На глаза Конни навернулись слезы — наверное, впервые за все время с тех пор, как она смотрела «Как сестры». Насколько же добра и благородна Лайза! И это после того, как она, Конни, жестоко высмеяла ее на глазах сотен поклонников! Неужели она действительно по натуре своей добрый человек, которому неведомы ни зависть, ни тщеславие?.. Те самые черты, что завели Конни в тупик. Щеки у нее покраснели от стыда.

Почерк во второй записке оказался незнакомым.

«Дорогая Конни!

Помни — только в любви можно найти ответ на все. Все мы лишь жалкие марионетки, которые дергаются и строят рожи в нелепом танце под названием „Жизнь“. Ну ничего, ты справишься, если… Короче, тебе стоит только протянуть руку и…

…коснуться себя, коснуться меня.

Дайана.

P.S. И вообще, вали из нашего садика, девочка, а то дождь начинается!»

Третье письмо оказалось совсем короткое и более определенное.

«Дорогая Конни!

А о режиссуре ты когда-нибудь подумывала?

Барбра».

Конни едва не подавилась яйцом всмятку, вдруг разом осознав, какой жалкой выглядит теперь в глазах своих основных соперниц.
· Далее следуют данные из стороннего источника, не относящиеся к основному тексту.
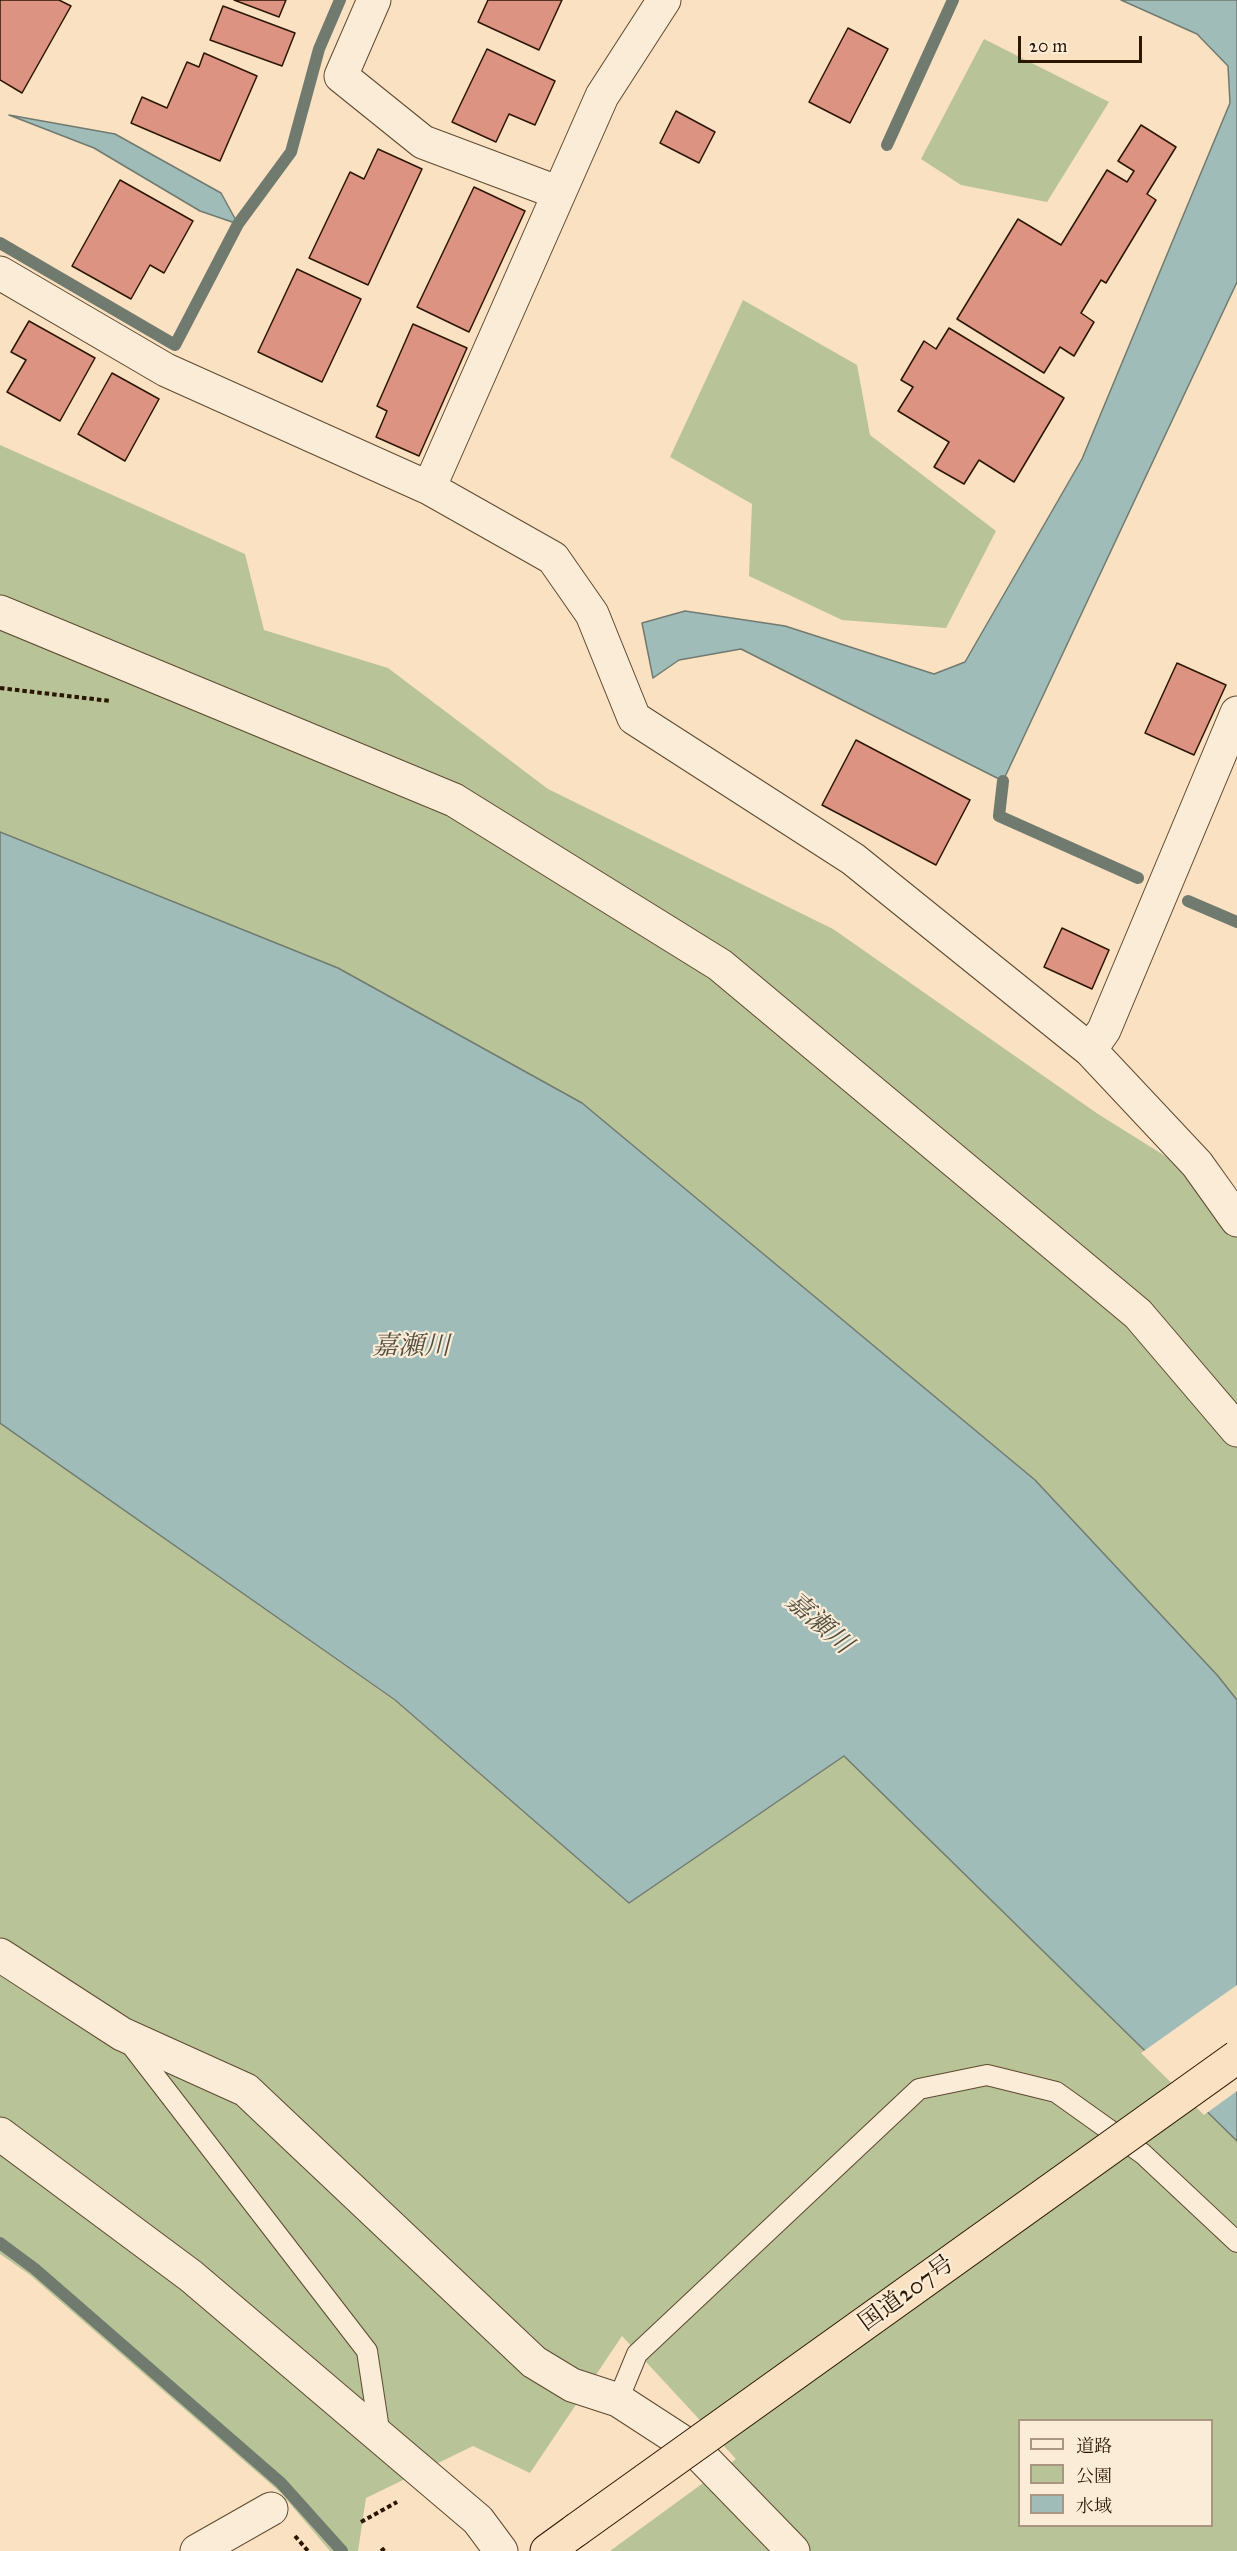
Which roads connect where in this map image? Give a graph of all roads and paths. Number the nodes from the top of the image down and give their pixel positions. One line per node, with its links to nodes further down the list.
1 (374, 0): 3 (street)
2 (664, 0): 3 (street)
3 (559, 194): 5 (street)
4 (0, 273): 5 (street)
5 (429, 488): 8 (street)
6 (0, 612): 10 (street)
7 (1237, 713): 8 (street)
8 (1090, 1050): 9 (street)
9 (1237, 1220)
10 (1237, 1430)
11 (0, 1955): 12 (street)
12 (123, 2034): 16 (street); 17 (lane)
13 (1237, 2057): 23 (highway, 国道207号, bridge)
14 (0, 2134): 17 (street)
15 (1237, 2242): 16 (lane)
16 (618, 2400): 24 (street)
17 (380, 2437): 22 (street)
18 (271, 2509): 20 (street)
19 (386, 2547): 21 (path)
20 (197, 2551)
21 (381, 2551)
22 (501, 2551)
23 (547, 2551)
24 (793, 2551)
И, ожидая худшего, вскрыла последний конверт.

«О Великая в Своей Никчемности!

Надеюсь, ты получаешь истинное удовольствие, вычищая сортиры у Бетти Форд. Вроде бы лучшее моющее средство — это рвотное. Так мне, во всяком случае, говорили. О дальнейшей работе можешь не беспокоиться. Как только выйдешь, Микки Руни тут же возьмет тебя из жалости в свое следующее турне, учитывая твои прежние заслуги».

Она перечитывала это последнее письмо, и руки у нее дрожали. Как возможно такое? Похоже, все знают, что с ней произошло, куда она попала, и пишут эти совершенно ужасные, злобные записки. Тот же конверт, та же машинка! Ее вычислили!

Отодвинув поднос с завтраком, Конни вскочила и бросилась к двери. Там ее ждала Грейс.

— Мисс Траватано… — начала она.

— Не сейчас! — взвизгнула Конни и оттолкнула ее.

— Но к вам посетитель.

— Никто не может знать, где я нахожусь! — вскричала Конни.

— Он дожидается в холле, — сказала Грейс. — Должна заметить, очень хорош собой.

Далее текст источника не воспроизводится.